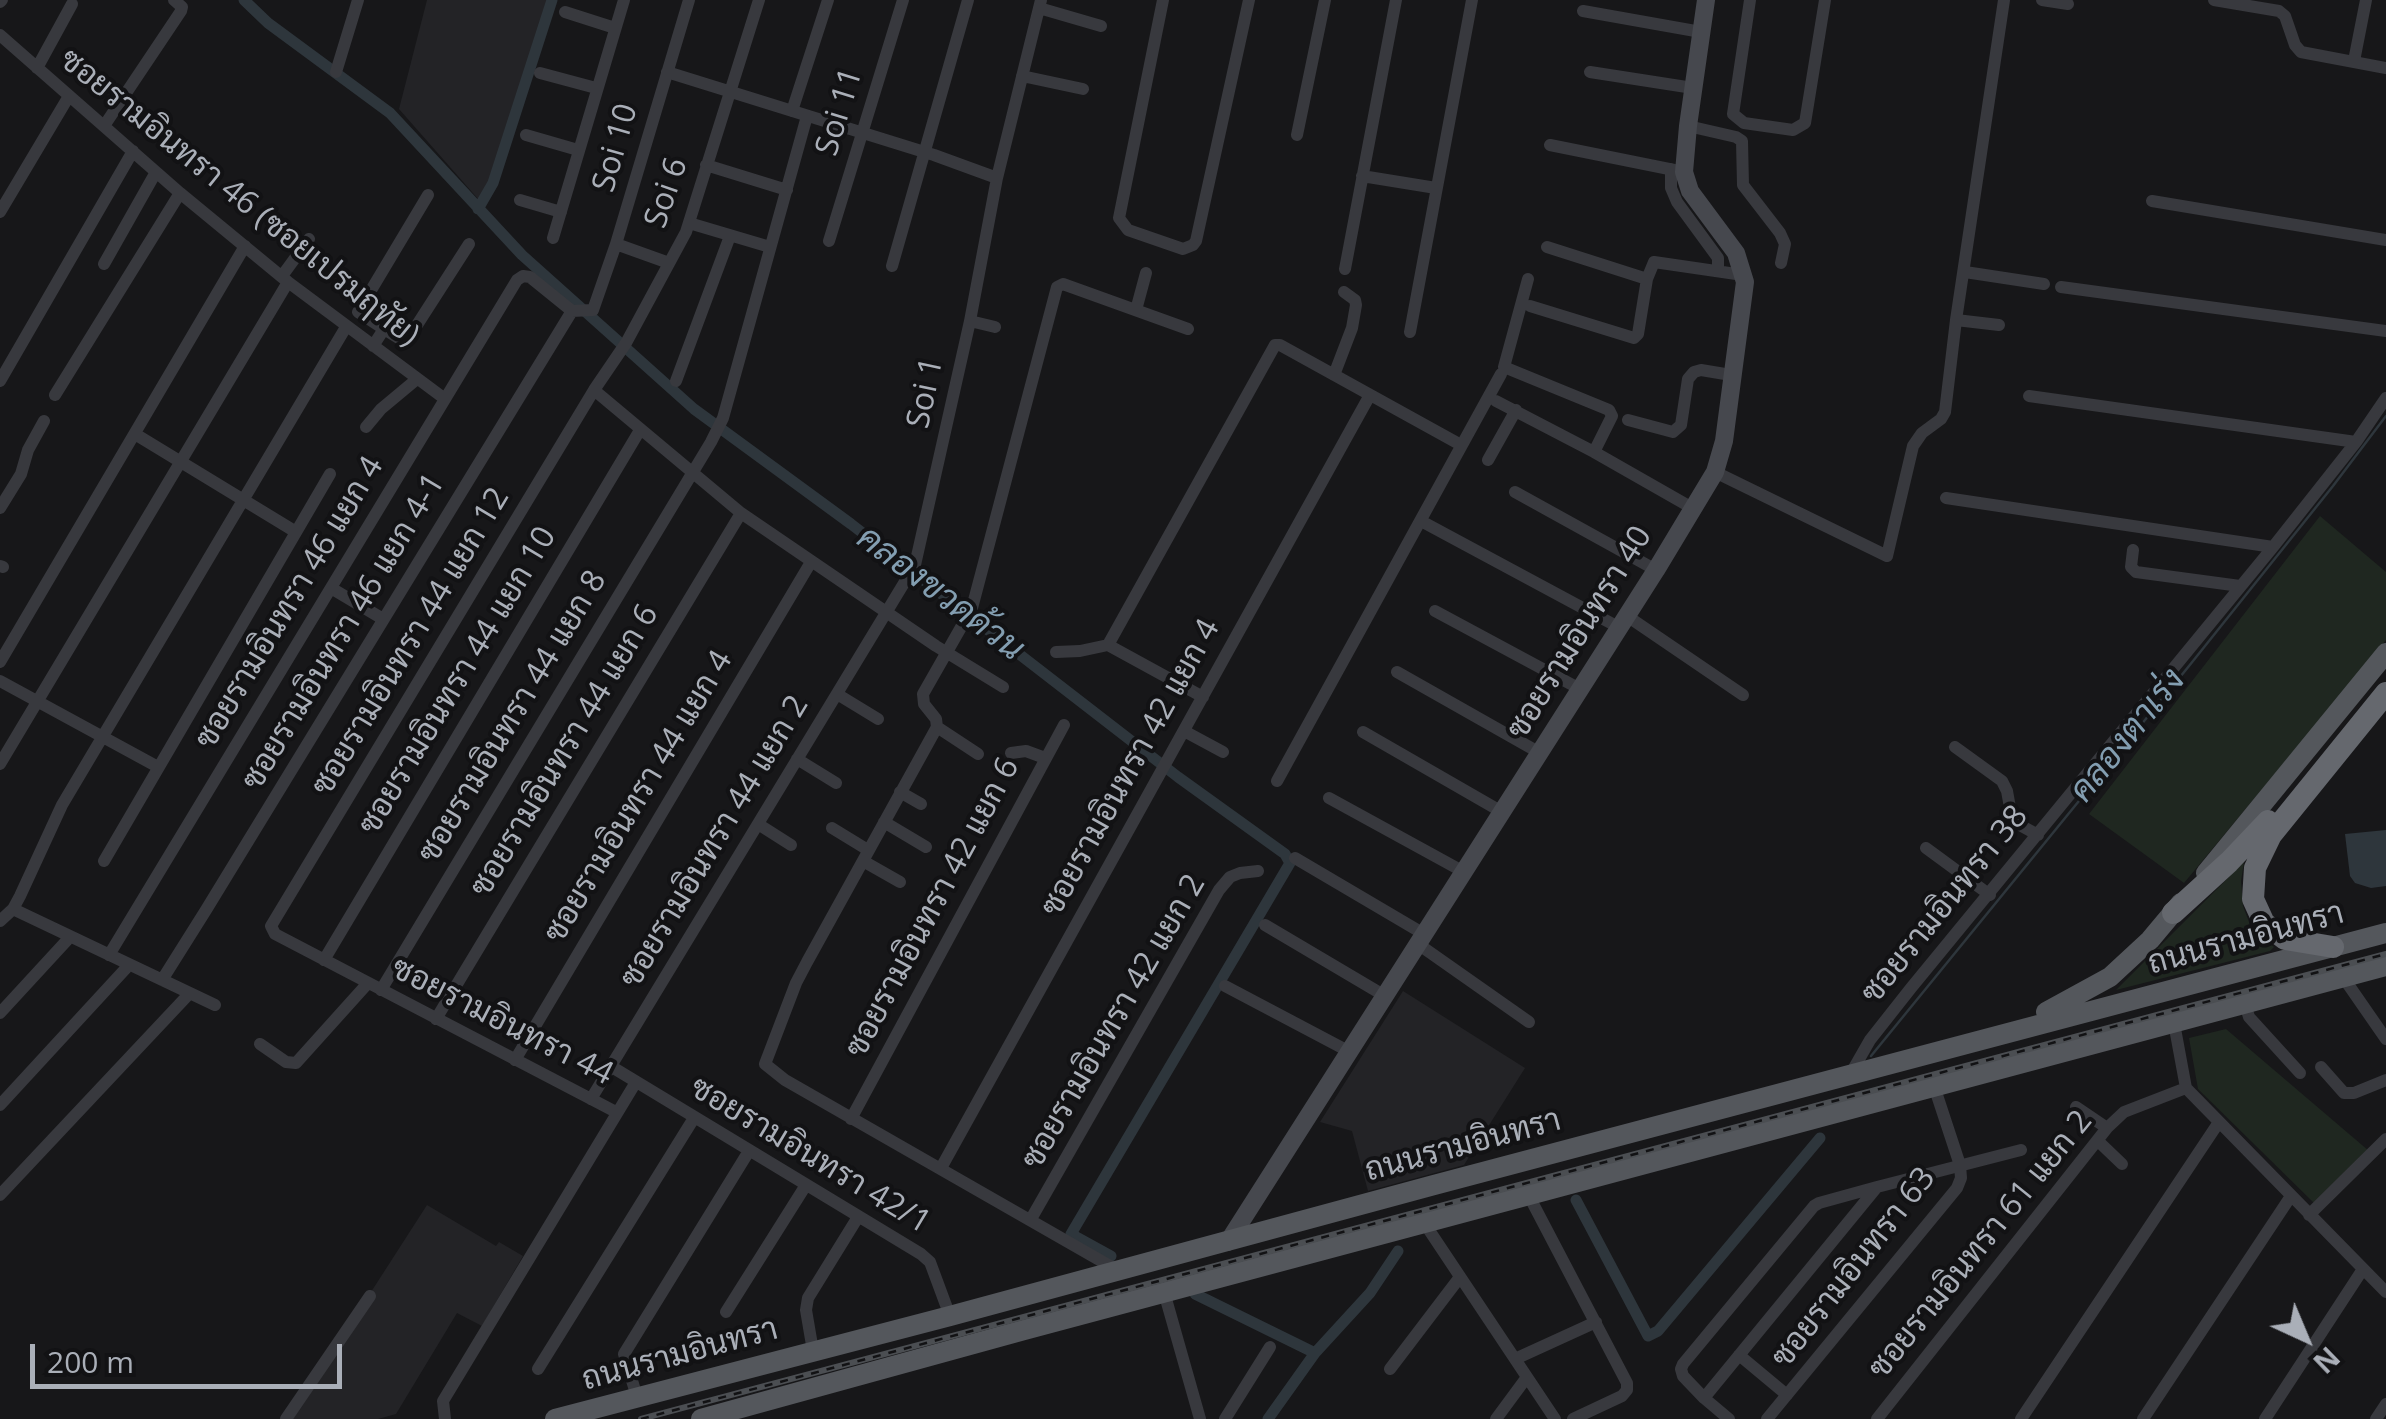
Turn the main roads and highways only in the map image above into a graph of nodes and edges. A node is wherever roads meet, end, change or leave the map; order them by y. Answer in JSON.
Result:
{"nodes":[{"id":1,"x":2386,"y":653,"type":"edge"},
{"id":2,"x":2379,"y":682,"type":"edge"},
{"id":3,"x":2172,"y":914,"type":"joint"},
{"id":4,"x":2386,"y":933,"type":"edge"},
{"id":5,"x":2333,"y":946,"type":"junction"},
{"id":6,"x":2386,"y":966,"type":"edge"},
{"id":7,"x":2195,"y":983,"type":"junction"},
{"id":8,"x":2203,"y":1015,"type":"junction"},
{"id":9,"x":1984,"y":1038,"type":"junction"},
{"id":10,"x":1228,"y":1242,"type":"junction"},
{"id":11,"x":1221,"y":1277,"type":"junction"},
{"id":12,"x":555,"y":1419,"type":"edge"},
{"id":13,"x":702,"y":1419,"type":"edge"}],
"edges":[{"from":1,"to":2,"type":"main road"},
{"from":2,"to":3,"type":"highway"},
{"from":2,"to":5,"type":"highway"},
{"from":3,"to":9,"type":"main road"},
{"from":4,"to":5,"type":"main road","name":"ถนนรามอินทรา"},
{"from":5,"to":7,"type":"main road","name":"ถนนรามอินทรา"},
{"from":6,"to":8,"type":"main road","name":"ถนนรามอินทรา"},
{"from":7,"to":8,"type":"main road"},
{"from":7,"to":9,"type":"main road","name":"ถนนรามอินทรา"},
{"from":8,"to":11,"type":"main road","name":"ถนนรามอินทรา"},
{"from":9,"to":10,"type":"main road","name":"ถนนรามอินทรา"},
{"from":10,"to":11,"type":"main road"},
{"from":10,"to":12,"type":"main road","name":"ถนนรามอินทรา"},
{"from":11,"to":13,"type":"main road","name":"ถนนรามอินทรา"}]}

The task
Exact copy, no pictures: please print the data above once more.

Exercise result
Turn the main roads and highways only in the map image above into a graph of nodes and edges. A node is wherever roads meet, end, change or leave the map; order them by y. Answer in JSON.
Result:
{"nodes":[{"id":1,"x":2386,"y":653,"type":"edge"},
{"id":2,"x":2379,"y":682,"type":"edge"},
{"id":3,"x":2172,"y":914,"type":"joint"},
{"id":4,"x":2386,"y":933,"type":"edge"},
{"id":5,"x":2333,"y":946,"type":"junction"},
{"id":6,"x":2386,"y":966,"type":"edge"},
{"id":7,"x":2195,"y":983,"type":"junction"},
{"id":8,"x":2203,"y":1015,"type":"junction"},
{"id":9,"x":1984,"y":1038,"type":"junction"},
{"id":10,"x":1228,"y":1242,"type":"junction"},
{"id":11,"x":1221,"y":1277,"type":"junction"},
{"id":12,"x":555,"y":1419,"type":"edge"},
{"id":13,"x":702,"y":1419,"type":"edge"}],
"edges":[{"from":1,"to":2,"type":"main road"},
{"from":2,"to":3,"type":"highway"},
{"from":2,"to":5,"type":"highway"},
{"from":3,"to":9,"type":"main road"},
{"from":4,"to":5,"type":"main road","name":"ถนนรามอินทรา"},
{"from":5,"to":7,"type":"main road","name":"ถนนรามอินทรา"},
{"from":6,"to":8,"type":"main road","name":"ถนนรามอินทรา"},
{"from":7,"to":8,"type":"main road"},
{"from":7,"to":9,"type":"main road","name":"ถนนรามอินทรา"},
{"from":8,"to":11,"type":"main road","name":"ถนนรามอินทรา"},
{"from":9,"to":10,"type":"main road","name":"ถนนรามอินทรา"},
{"from":10,"to":11,"type":"main road"},
{"from":10,"to":12,"type":"main road","name":"ถนนรามอินทรา"},
{"from":11,"to":13,"type":"main road","name":"ถนนรามอินทรา"}]}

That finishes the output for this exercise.